Source : Kaggle Competition : House Prices : https://www.kaggle.com/c/house-prices-advanced-regression-techniques
a) Import the “train.csv” data you downloaded (either from NTU Learn or Kaggle) in Jupyter Notebook.
b) How many observations (rows) and variables (columns) are in the above dataset? Check the “shape”.
c) What are the data types (“dtypes”) – Numeric/Categorical – of the variables (columns) in the dataset?
d) What does the .info() method do? Use the .info() method on the imported dataset to check this out.
e) What does the .describe() method do? Use the .describe() method on the imported dataset to check.

Problem 2
Check Summer Olympic 2016 medal tally : https://en.wikipedia.org/wiki/2016_Summer_Olympics_medal_table
a) Import the Wikipedia page in Jupyter Notebook (check M1 DataAcquisition.ipynb for hints about this).
b) How many tables are in this Wikipedia page? Check the “len” of the imported data/page to find this out.
c) Which one is the actual “2016 Summer Olympics medal table”? Explore all tables in the data to know.
d) Extract the main table, “2016 Summer Olympics medal table”, and store it as a new Pandas DataFrame.
e) Extract the TOP 20 countries from the medal table, as above, and store these rows as a new DataFrame.

Page 1
Bonus Problems

A. Download the “Census Income” dataset (source : https://archive.ics.uci.edu/ml/datasets/Census+Income) from

the UCI Machine Learning Repository (in the “Data Folder”), and import it in Jupyter Notebook as a DataFrame.

Explore the dataset using .shape, .info() and .describe(), exactly as you did in Problem 1 above.
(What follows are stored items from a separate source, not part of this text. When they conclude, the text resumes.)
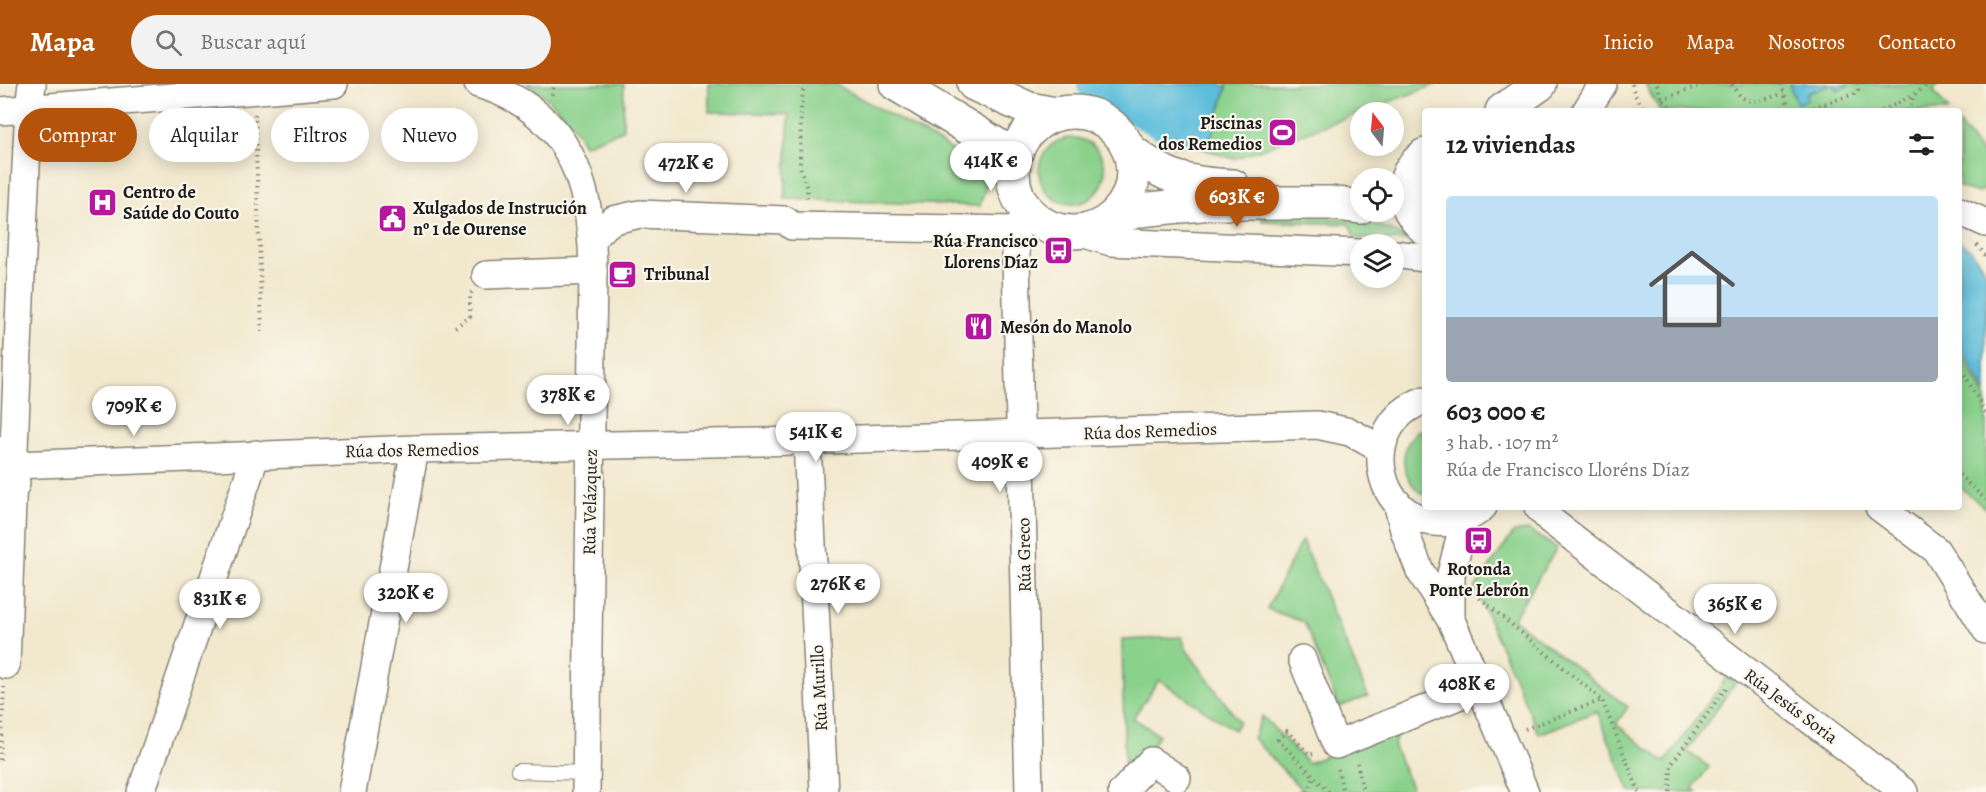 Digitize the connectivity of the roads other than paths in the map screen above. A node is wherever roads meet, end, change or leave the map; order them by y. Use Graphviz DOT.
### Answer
graph roads {
  1 [pos="334,84"];
  2 [pos="478,84"];
  3 [pos="876,84"];
  4 [pos="896,84"];
  5 [pos="974,84"];
  6 [pos="1540,84"];
  7 [pos="1556,84"];
  8 [pos="30,92"];
  9 [pos="1506,108"];
  10 [pos="1538,108"];
  11 [pos="0,111"];
  12 [pos="1055,114"];
  13 [pos="955,120"];
  14 [pos="1130,150"];
  15 [pos="1015,156"];
  16 [pos="1407,168"];
  17 [pos="1350,184"];
  18 [pos="1350,205"];
  19 [pos="1962,212"];
  20 [pos="1111,219"];
  21 [pos="1410,220"];
  22 [pos="1023,222"];
  23 [pos="1986,223"];
  24 [pos="1078,232"];
  25 [pos="592,240"];
  26 [pos="1350,252"];
  27 [pos="1404,255"];
  28 [pos="1422,258"];
  29 [pos="593,272"];
  30 [pos="486,275"];
  31 [pos="1422,401"];
  32 [pos="1021,435"];
  33 [pos="807,441"];
  34 [pos="590,447"];
  35 [pos="415,449"];
  36 [pos="1381,449"];
  37 [pos="256,454"];
  38 [pos="7,473"];
  39 [pos="1396,502"];
  40 [pos="1541,510"];
  41 [pos="1883,510"];
  42 [pos="1474,513"];
  43 [pos="1451,620"];
  44 [pos="1986,630"];
  45 [pos="1302,659"];
  46 [pos="6,665"];
  47 [pos="1480,687"];
  48 [pos="518,771"];
  49 [pos="1177,778"];
  50 [pos="586,783"];
  51 [pos="141,792"];
  52 [pos="352,792"];
  53 [pos="824,792"];
  54 [pos="1029,792"];
  55 [pos="1122,792"];
  56 [pos="1525,792"];
  57 [pos="1904,792"];
  1 -- 8 [label="street"];
  2 -- 25 [label="street, Rúa Velázquez"];
  3 -- 13 [label="street"];
  4 -- 13 [label="street"];
  5 -- 12 [label="street"];
  6 -- 9 [label="street"];
  7 -- 10 [label="street"];
  8 -- 11 [label="street"];
  8 -- 38 [label="street"];
  12 -- 14 [label="street"];
  12 -- 15 [label="street"];
  13 -- 15 [label="street"];
  14 -- 17 [label="street"];
  14 -- 20 [label="street"];
  15 -- 22 [label="street"];
  16 -- 21 [label="street"];
  18 -- 20 [label="street"];
  19 -- 23 [label="street"];
  20 -- 24 [label="street"];
  22 -- 24 [label="street"];
  22 -- 25 [label="street"];
  22 -- 32 [label="street, Rúa Greco"];
  24 -- 26 [label="street"];
  25 -- 29 [label="street, Rúa Velázquez"];
  27 -- 28 [label="street"];
  29 -- 30 [label="street"];
  29 -- 34 [label="street, Rúa Velázquez"];
  31 -- 36 [label="street"];
  32 -- 33 [label="street, Rúa dos Remedios"];
  32 -- 36 [label="street, Rúa dos Remedios"];
  32 -- 54 [label="street, Rúa Greco"];
  33 -- 34 [label="street, Rúa dos Remedios"];
  33 -- 53 [label="street, Rúa Murillo"];
  34 -- 35 [label="street, Rúa dos Remedios"];
  34 -- 50 [label="street, Rúa Velázquez"];
  35 -- 37 [label="street, Rúa dos Remedios"];
  35 -- 52 [label="street"];
  36 -- 39 [label="street"];
  37 -- 38 [label="street, Rúa dos Remedios"];
  37 -- 51 [label="street"];
  38 -- 46 [label="street"];
  39 -- 42 [label="street"];
  39 -- 43 [label="street"];
  40 -- 57 [label="street, Rúa Jesús Soria"];
  41 -- 44 [label="street"];
  42 -- 43 [label="street"];
  43 -- 47 [label="street"];
  45 -- 47 [label="street"];
  47 -- 56 [label="street"];
  48 -- 50 [label="lane"];
  49 -- 55 [label="street"];
}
Do you spot
anything interesting while exploring this dataset? Discuss amongst friends or talk to the Instructor, if you did.

B. Note that the Summer Olympic medal tally on Wikipedia follows a really nice structure for the URL, where you
can simply change the year in https://en.wikipedia.org/wiki/2016_Summer_Olympics_medal_table to fetch any
Summer Olympic page. Try changing 2016 in the URL to 2012 or 2008 or 2004 to see for yourself. This allows us
to fetch the Olympics medal table from all these years (in fact, any year) quite easily. Let’s try the following.

Write a loop to extract the main tables, “20XX Summer Olympics medal table”, from 2000 to 2016, that is, for
the five consecutive Olympics in 2000, 2004, 2008, 2012 and 2016. Store all five tables in respective DataFrames.
Now, extract the TOP 20 countries from each of these medal tables, and store these rows as new DataFrames.

Notebook
Your Notebook setup may look something like the following example. Seek help from the Instructor if you face problems.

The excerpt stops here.